In 1995 he joined the Computer Science Department at Carnegie Mellon University (CMU). In 1998 he became an assistant professor and co-director of the Robot Learning Laboratory at CMU. As a faculty member at CMU, he co-founded the Master's Program in Automated Learning and Discovery, which later would become a Ph.D. program in the broad area of Machine Learning and Scientific Discovery.

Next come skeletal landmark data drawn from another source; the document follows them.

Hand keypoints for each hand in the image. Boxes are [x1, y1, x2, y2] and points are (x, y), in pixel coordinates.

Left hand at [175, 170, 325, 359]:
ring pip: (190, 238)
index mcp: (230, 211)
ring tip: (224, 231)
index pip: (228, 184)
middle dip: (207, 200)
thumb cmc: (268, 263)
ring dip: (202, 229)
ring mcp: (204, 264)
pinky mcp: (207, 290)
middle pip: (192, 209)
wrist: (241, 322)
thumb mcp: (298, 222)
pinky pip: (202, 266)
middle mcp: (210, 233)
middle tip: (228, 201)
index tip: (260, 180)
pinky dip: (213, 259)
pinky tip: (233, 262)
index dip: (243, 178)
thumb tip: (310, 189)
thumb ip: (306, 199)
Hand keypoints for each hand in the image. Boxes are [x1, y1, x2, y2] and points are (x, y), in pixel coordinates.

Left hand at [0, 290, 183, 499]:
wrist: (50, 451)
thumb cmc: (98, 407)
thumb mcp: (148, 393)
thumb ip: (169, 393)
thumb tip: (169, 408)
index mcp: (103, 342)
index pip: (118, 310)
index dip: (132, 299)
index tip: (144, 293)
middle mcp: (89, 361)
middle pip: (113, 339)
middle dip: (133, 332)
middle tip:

In 2001 Thrun spent a sabbatical year at Stanford University. He returned to CMU to an endowed professorship, the Finmeccanica Associate Professor of Computer Science and Robotics. Thrun left CMU in July 2003 to become an associate professor at Stanford University and was appointed as the director of SAIL in January 2004. Since 2007, Thrun has been a full professor of computer science and electrical engineering at Stanford. He is also a Google Fellow, and has worked on development of the Google driverless car system.

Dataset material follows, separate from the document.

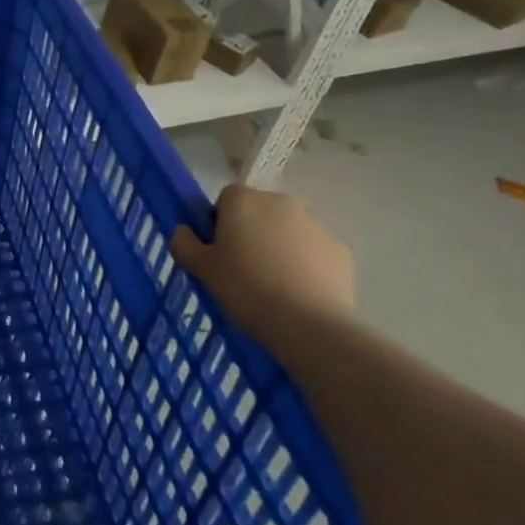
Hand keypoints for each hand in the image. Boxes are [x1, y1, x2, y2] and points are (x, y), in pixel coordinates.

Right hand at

Thrun developed a number of autonomous robotic systems that earned him international recognition. In 1994, he started the University of Bonn's Rhino project together with his doctoral thesis advisor Armin B. Cremers. In 1997 Thrun and his colleagues Wolfram Burgard and Dieter Fox developed the world's first robotic tourguide in the Deutsches Museum Bonn (1997). In 1998, the follow-up robot "Minerva" was installed in the Smithsonian's National Museum of American History in Washington, DC, where it guided tens of thousands of visitors during a two-week deployment period. Thrun went on to found the CMU/Pitt Nursebot project, which fielded an interactive humanoid robot in a nursing home near Pittsburgh, PA.

In 2002, Thrun helped develop mine mapping robots in a project with his colleagues William L. Whittaker and Scott Thayer, two research professors at Carnegie Mellon University. After his move to Stanford University in 2003, he engaged in the development of the robot Stanley, which in 2005 won the DARPA Grand Challenge. His former graduate student Michael Montemerlo, who was co-advised by William L. Whittaker, led the software development for this robot. In 2007, Thrun's robot "Junior" won second place in the 2007 DARPA Urban Challenge. Thrun joined Google as part of a sabbatical, together with several Stanford students. At Google, Thrun co-developed Google Street View.

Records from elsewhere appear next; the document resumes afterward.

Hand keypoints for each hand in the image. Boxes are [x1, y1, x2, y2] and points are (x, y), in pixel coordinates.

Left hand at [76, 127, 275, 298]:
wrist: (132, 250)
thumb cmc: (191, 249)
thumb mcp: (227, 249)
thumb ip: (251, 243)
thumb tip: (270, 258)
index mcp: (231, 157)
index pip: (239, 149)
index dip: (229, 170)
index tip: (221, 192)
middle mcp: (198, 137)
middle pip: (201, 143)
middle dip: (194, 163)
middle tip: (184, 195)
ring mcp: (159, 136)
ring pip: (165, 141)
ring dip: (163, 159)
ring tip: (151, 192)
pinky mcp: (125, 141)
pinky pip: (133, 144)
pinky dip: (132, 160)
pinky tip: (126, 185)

Thrun's best known contributions to robotics are on the theoretical end. Thrun contributed to the area of probabilistic robotics, a field that marries statistics and robotics. Thrun and his research group made substantial contributions in areas of mobile robot localization, mapping (SLAM), and control. Probabilistic techniques have since become mainstream in robotics, and are used in numerous commercial applications. In the Fall of 2005, Thrun published a textbook entitled Probabilistic Robotics together with his long-term co-workers Dieter Fox and Wolfram Burgard.Since 2007, a Japanese translation of Probabilistic Robotics has been available on the Japanese market.

Thrun is one of the principal investors of the Stanford spin-off VectorMagic.